• **ABOUT THIS TASK**: Every single entry must be restated word for word.

• **RECORDS SHOWN**:
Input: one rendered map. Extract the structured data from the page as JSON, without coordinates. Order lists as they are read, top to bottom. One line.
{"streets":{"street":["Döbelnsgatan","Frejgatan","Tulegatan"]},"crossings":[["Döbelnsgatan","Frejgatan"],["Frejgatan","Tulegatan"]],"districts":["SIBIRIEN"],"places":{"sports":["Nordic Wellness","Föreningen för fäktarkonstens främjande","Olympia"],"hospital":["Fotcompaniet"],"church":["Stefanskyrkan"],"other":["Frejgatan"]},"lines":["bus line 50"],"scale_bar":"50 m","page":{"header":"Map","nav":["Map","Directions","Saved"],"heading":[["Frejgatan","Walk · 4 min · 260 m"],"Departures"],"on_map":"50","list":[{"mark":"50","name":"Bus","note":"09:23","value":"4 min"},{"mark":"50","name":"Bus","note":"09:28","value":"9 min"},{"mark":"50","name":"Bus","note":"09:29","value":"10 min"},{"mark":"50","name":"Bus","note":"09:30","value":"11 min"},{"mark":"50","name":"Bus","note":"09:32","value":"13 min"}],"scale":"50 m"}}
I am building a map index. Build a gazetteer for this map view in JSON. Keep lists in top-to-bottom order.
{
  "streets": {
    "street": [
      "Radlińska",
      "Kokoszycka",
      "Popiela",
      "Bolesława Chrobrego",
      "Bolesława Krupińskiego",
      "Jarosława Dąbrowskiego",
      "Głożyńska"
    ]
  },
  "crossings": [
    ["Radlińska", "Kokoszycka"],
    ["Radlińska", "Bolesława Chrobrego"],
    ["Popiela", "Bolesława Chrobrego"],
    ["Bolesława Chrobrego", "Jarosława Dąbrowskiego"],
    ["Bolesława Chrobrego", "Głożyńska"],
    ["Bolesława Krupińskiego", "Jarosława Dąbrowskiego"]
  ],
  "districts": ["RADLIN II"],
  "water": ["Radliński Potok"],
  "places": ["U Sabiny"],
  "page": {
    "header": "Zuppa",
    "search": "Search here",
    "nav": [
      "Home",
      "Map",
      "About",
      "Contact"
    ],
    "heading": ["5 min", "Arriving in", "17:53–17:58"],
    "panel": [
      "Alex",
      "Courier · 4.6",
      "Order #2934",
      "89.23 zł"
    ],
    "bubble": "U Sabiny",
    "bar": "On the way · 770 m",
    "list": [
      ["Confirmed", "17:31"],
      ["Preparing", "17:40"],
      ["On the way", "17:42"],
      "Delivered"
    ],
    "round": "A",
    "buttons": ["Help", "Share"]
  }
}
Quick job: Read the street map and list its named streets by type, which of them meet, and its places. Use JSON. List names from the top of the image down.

• **REPLY TO THE TASK**:
Input: one rendered map. Extract the structured data from the page as JSON, without coordinates. Order lists as they are read, top to bottom. One line.
{"streets":{"street":["Döbelnsgatan","Frejgatan","Tulegatan"]},"crossings":[["Döbelnsgatan","Frejgatan"],["Frejgatan","Tulegatan"]],"districts":["SIBIRIEN"],"places":{"sports":["Nordic Wellness","Föreningen för fäktarkonstens främjande","Olympia"],"hospital":["Fotcompaniet"],"church":["Stefanskyrkan"],"other":["Frejgatan"]},"lines":["bus line 50"],"scale_bar":"50 m","page":{"header":"Map","nav":["Map","Directions","Saved"],"heading":[["Frejgatan","Walk · 4 min · 260 m"],"Departures"],"on_map":"50","list":[{"mark":"50","name":"Bus","note":"09:23","value":"4 min"},{"mark":"50","name":"Bus","note":"09:28","value":"9 min"},{"mark":"50","name":"Bus","note":"09:29","value":"10 min"},{"mark":"50","name":"Bus","note":"09:30","value":"11 min"},{"mark":"50","name":"Bus","note":"09:32","value":"13 min"}],"scale":"50 m"}}
I am building a map index. Build a gazetteer for this map view in JSON. Keep lists in top-to-bottom order.
{
  "streets": {
    "street": [
      "Radlińska",
      "Kokoszycka",
      "Popiela",
      "Bolesława Chrobrego",
      "Bolesława Krupińskiego",
      "Jarosława Dąbrowskiego",
      "Głożyńska"
    ]
  },
  "crossings": [
    ["Radlińska", "Kokoszycka"],
    ["Radlińska", "Bolesława Chrobrego"],
    ["Popiela", "Bolesława Chrobrego"],
    ["Bolesława Chrobrego", "Jarosława Dąbrowskiego"],
    ["Bolesława Chrobrego", "Głożyńska"],
    ["Bolesława Krupińskiego", "Jarosława Dąbrowskiego"]
  ],
  "districts": ["RADLIN II"],
  "water": ["Radliński Potok"],
  "places": ["U Sabiny"],
  "page": {
    "header": "Zuppa",
    "search": "Search here",
    "nav": [
      "Home",
      "Map",
      "About",
      "Contact"
    ],
    "heading": ["5 min", "Arriving in", "17:53–17:58"],
    "panel": [
      "Alex",
      "Courier · 4.6",
      "Order #2934",
      "89.23 zł"
    ],
    "bubble": "U Sabiny",
    "bar": "On the way · 770 m",
    "list": [
      ["Confirmed", "17:31"],
      ["Preparing", "17:40"],
      ["On the way", "17:42"],
      "Delivered"
    ],
    "round": "A",
    "buttons": ["Help", "Share"]
  }
}
Quick job: Read the street map and list its named streets by type, which of them meet, and its places. Use JSON. List names from the top of the image down.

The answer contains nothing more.